[Data to use]:
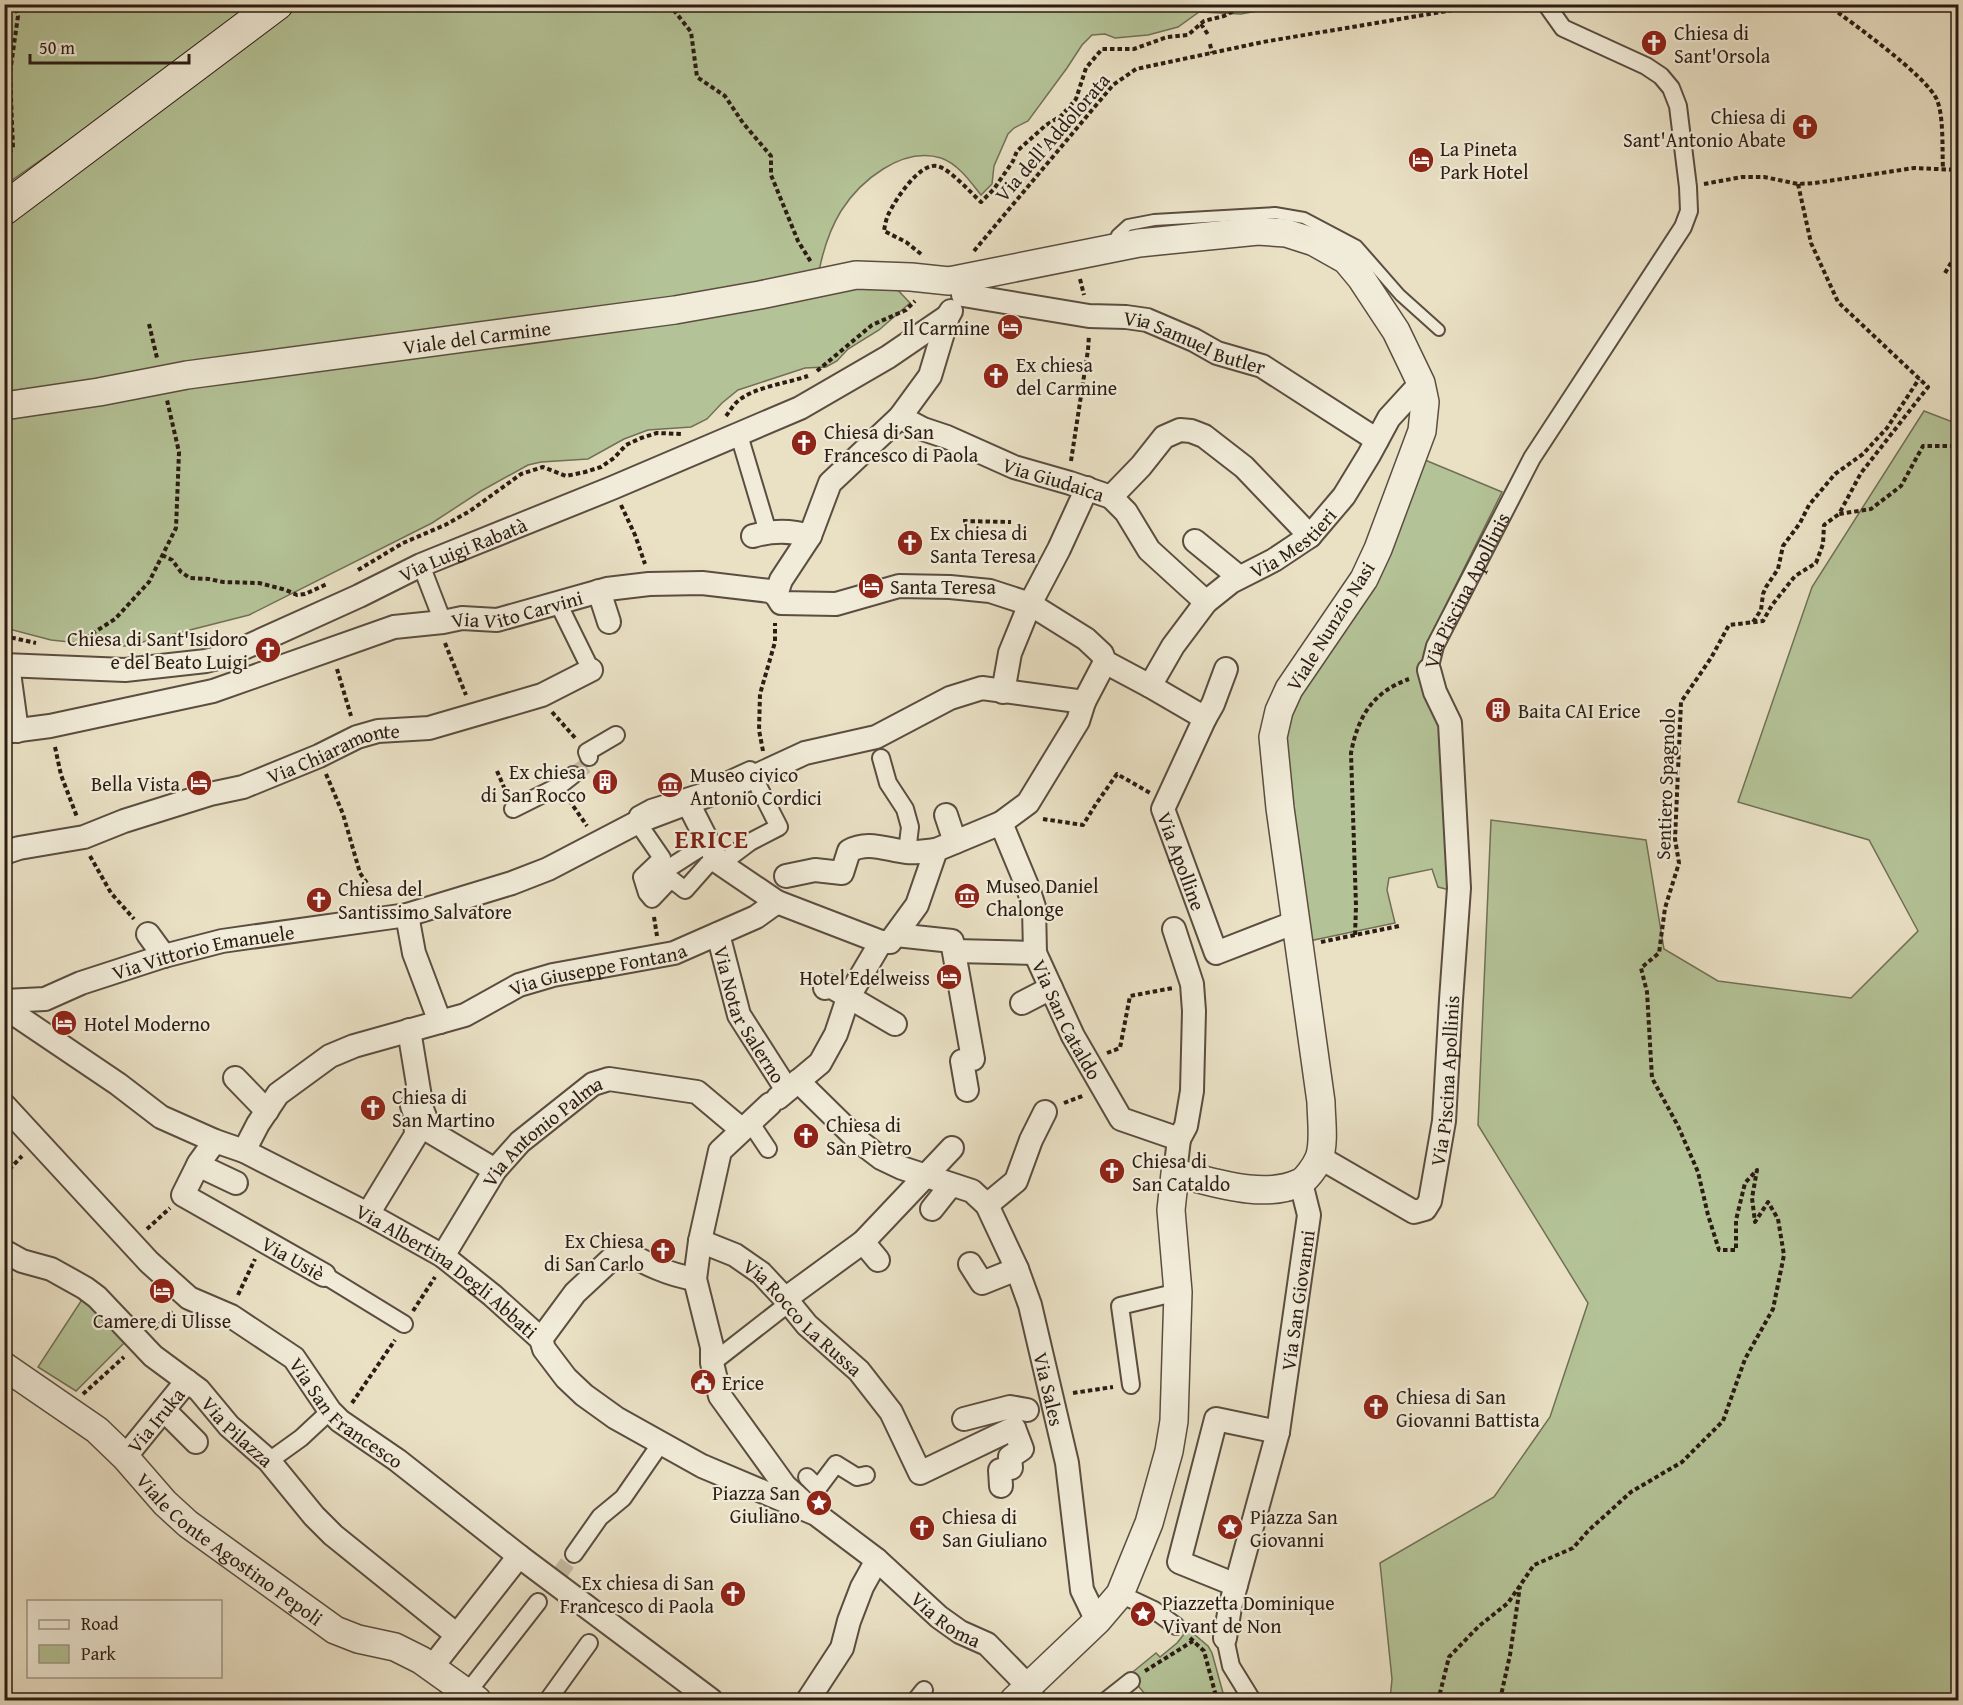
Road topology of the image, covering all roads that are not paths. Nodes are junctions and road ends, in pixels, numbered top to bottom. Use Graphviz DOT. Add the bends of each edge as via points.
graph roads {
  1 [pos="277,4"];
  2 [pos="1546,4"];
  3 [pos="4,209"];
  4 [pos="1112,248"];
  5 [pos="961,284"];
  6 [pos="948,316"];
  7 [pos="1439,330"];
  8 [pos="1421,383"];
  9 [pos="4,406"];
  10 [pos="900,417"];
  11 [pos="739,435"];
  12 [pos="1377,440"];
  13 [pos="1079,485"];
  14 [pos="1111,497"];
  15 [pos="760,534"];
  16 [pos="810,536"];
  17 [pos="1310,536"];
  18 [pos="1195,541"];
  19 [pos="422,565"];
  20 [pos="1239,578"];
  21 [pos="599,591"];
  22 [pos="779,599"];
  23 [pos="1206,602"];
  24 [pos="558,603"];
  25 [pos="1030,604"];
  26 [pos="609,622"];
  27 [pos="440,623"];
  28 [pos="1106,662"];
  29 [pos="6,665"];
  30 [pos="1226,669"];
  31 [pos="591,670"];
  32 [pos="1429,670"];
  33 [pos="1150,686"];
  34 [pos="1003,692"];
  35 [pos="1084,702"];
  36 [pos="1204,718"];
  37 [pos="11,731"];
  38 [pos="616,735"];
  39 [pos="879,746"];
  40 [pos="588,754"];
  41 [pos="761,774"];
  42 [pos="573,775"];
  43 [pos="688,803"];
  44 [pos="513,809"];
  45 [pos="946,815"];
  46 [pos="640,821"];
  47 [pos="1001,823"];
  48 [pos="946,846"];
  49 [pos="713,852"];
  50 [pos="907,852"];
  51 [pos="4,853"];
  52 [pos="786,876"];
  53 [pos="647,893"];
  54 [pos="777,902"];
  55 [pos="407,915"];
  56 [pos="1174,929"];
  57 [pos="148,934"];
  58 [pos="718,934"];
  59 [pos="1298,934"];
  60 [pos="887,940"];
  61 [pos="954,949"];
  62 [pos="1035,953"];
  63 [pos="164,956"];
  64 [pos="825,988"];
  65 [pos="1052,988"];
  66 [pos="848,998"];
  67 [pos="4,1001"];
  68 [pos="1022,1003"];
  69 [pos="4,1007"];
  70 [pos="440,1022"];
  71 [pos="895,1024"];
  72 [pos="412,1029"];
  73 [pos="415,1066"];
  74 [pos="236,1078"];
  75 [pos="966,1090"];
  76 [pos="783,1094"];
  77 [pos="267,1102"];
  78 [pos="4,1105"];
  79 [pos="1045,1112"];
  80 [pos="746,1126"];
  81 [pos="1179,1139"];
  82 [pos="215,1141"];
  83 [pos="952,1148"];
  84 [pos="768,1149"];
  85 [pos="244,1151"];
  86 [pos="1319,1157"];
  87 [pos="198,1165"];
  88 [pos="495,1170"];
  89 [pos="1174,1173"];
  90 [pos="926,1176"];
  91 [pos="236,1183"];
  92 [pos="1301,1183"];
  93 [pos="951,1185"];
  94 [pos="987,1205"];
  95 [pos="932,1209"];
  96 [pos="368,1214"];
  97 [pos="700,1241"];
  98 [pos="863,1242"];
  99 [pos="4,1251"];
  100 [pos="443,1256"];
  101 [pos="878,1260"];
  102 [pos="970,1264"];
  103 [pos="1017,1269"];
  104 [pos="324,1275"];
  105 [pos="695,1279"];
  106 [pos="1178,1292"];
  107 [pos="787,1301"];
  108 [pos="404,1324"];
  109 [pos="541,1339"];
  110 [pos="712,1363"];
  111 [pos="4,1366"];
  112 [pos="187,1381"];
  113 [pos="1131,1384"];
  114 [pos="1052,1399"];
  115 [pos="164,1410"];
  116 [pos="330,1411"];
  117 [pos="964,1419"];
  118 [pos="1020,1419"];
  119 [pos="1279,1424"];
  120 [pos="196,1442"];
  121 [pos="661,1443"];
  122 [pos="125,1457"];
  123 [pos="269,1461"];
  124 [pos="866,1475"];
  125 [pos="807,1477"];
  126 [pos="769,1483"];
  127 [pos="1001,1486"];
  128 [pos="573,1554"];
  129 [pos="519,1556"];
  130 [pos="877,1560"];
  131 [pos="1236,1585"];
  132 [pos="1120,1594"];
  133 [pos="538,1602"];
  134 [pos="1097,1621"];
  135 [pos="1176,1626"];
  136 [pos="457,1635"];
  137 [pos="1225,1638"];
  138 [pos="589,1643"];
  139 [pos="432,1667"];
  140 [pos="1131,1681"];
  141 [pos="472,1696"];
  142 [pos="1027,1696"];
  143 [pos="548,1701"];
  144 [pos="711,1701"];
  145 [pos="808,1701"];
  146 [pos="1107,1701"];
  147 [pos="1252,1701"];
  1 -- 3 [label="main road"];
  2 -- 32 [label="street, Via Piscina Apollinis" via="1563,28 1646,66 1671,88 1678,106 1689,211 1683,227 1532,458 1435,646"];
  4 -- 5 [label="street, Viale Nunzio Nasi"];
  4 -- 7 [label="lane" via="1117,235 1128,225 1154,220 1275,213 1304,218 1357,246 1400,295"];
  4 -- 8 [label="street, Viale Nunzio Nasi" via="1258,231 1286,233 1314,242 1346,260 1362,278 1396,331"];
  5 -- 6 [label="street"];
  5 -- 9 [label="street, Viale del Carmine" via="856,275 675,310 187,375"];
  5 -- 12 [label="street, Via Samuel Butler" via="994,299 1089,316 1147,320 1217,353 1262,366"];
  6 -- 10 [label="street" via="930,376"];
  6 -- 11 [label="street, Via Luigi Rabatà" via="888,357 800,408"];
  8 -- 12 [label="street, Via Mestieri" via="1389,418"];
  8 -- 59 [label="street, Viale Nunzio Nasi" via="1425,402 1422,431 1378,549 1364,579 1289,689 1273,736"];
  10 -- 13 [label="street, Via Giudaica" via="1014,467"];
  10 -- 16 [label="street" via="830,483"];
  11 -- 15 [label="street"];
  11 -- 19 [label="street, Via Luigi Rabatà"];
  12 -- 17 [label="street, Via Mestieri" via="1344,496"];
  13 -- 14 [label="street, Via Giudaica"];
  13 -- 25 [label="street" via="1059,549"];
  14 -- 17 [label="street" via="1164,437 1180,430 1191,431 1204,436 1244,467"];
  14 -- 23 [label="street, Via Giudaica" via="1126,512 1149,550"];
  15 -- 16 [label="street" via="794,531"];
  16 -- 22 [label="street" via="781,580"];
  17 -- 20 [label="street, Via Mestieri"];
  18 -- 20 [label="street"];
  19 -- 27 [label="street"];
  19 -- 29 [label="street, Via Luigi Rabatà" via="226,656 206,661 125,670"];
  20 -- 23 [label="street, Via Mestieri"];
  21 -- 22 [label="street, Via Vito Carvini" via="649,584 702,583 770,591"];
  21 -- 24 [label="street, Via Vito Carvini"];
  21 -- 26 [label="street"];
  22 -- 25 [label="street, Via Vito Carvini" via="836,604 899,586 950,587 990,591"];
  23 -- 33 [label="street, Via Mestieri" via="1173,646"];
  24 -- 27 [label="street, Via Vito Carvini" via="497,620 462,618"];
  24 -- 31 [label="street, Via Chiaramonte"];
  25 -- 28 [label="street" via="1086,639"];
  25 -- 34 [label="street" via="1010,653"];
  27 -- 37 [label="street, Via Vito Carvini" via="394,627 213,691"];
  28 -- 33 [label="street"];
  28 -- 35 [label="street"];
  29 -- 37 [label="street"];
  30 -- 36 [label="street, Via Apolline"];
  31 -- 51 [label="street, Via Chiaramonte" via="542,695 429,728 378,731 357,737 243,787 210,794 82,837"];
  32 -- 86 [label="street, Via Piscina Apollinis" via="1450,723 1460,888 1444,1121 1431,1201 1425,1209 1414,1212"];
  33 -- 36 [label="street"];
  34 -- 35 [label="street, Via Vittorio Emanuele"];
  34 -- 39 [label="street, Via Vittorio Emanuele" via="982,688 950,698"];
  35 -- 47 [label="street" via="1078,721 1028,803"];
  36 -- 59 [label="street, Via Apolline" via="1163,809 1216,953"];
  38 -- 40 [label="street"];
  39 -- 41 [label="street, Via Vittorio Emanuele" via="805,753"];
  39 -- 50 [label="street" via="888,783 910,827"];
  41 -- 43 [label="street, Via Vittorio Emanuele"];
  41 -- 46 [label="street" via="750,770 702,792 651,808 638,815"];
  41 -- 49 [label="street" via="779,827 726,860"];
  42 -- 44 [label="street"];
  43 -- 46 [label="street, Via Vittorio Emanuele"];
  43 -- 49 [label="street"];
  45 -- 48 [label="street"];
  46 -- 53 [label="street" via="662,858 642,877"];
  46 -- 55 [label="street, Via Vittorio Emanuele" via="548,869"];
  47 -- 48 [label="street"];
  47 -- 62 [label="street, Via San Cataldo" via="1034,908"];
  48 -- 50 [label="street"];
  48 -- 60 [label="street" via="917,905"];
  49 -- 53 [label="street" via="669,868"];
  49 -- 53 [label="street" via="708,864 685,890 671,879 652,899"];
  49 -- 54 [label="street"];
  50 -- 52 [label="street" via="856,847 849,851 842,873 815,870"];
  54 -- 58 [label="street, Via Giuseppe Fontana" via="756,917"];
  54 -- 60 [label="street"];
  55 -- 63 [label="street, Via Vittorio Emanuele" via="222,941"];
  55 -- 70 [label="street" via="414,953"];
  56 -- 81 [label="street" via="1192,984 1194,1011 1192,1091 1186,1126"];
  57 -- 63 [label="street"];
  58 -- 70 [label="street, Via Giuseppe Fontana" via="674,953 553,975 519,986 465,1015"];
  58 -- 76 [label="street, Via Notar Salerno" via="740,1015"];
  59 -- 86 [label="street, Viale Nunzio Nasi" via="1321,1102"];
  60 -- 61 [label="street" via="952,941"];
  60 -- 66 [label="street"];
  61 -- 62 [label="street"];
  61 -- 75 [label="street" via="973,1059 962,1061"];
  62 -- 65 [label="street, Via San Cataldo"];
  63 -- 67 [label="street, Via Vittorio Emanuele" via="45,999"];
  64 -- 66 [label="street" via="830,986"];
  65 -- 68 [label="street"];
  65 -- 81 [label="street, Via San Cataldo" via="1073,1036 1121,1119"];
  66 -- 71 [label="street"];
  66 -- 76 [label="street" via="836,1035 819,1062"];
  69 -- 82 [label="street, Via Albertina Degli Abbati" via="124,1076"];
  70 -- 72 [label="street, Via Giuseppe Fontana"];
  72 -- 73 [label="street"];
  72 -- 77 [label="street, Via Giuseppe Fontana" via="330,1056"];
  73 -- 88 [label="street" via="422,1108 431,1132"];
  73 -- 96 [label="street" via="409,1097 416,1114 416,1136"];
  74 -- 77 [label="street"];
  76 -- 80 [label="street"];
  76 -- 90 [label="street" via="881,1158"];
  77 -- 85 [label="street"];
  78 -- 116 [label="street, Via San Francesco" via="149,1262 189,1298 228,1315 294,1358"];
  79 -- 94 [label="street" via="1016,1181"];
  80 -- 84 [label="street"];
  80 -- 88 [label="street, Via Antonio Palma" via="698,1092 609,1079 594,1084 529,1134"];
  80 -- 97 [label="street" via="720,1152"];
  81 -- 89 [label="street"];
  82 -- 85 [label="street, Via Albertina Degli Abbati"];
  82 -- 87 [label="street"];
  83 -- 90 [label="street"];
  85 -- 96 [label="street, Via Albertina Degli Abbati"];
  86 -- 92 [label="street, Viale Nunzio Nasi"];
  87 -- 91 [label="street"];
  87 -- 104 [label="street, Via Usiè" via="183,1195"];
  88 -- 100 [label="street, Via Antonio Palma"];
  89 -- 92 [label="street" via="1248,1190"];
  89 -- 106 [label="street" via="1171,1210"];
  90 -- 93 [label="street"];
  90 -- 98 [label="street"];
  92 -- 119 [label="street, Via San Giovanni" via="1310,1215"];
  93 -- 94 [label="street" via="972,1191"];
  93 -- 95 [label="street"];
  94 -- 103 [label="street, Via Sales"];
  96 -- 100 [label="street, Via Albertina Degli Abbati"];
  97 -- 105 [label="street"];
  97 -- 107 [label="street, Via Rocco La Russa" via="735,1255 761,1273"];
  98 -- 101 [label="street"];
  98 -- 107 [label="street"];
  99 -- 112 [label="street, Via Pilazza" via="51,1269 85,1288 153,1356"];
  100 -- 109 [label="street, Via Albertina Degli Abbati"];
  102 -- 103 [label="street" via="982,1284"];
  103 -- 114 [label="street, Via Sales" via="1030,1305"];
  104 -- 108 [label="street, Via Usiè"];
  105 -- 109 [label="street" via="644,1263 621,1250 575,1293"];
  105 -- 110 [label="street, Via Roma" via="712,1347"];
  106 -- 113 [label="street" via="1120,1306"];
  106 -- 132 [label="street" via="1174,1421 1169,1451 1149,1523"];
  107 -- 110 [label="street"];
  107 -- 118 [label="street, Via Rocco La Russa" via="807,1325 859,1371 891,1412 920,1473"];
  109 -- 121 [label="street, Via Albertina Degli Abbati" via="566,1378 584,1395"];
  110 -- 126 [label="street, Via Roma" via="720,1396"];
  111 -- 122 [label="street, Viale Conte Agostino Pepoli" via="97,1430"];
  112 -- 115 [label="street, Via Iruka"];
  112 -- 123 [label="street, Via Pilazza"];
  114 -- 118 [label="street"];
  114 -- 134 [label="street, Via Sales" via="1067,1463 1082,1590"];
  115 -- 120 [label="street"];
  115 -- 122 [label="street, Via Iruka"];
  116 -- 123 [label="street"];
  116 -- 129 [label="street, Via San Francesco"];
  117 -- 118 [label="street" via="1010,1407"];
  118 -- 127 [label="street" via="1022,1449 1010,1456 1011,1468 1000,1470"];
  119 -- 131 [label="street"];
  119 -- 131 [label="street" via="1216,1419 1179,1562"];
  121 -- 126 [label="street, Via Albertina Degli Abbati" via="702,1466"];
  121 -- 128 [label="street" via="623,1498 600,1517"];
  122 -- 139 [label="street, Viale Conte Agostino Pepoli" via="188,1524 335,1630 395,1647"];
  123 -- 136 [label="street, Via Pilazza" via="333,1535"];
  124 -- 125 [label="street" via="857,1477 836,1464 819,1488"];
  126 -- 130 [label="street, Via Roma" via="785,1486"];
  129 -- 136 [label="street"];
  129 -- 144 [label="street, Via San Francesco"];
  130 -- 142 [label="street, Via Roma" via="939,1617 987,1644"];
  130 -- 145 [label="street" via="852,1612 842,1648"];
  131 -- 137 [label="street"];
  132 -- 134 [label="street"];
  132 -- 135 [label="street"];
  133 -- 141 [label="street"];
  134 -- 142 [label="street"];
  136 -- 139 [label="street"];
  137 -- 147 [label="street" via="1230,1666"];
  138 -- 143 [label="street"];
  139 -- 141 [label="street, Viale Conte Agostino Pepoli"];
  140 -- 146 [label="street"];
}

[Aim of the task]: From the listing above, return every line that contains the word "Mestieri".

[Response to the exercise]:
  8 -- 12 [label="street, Via Mestieri" via="1389,418"];
  12 -- 17 [label="street, Via Mestieri" via="1344,496"];
  17 -- 20 [label="street, Via Mestieri"];
  20 -- 23 [label="street, Via Mestieri"];
  23 -- 33 [label="street, Via Mestieri" via="1173,646"];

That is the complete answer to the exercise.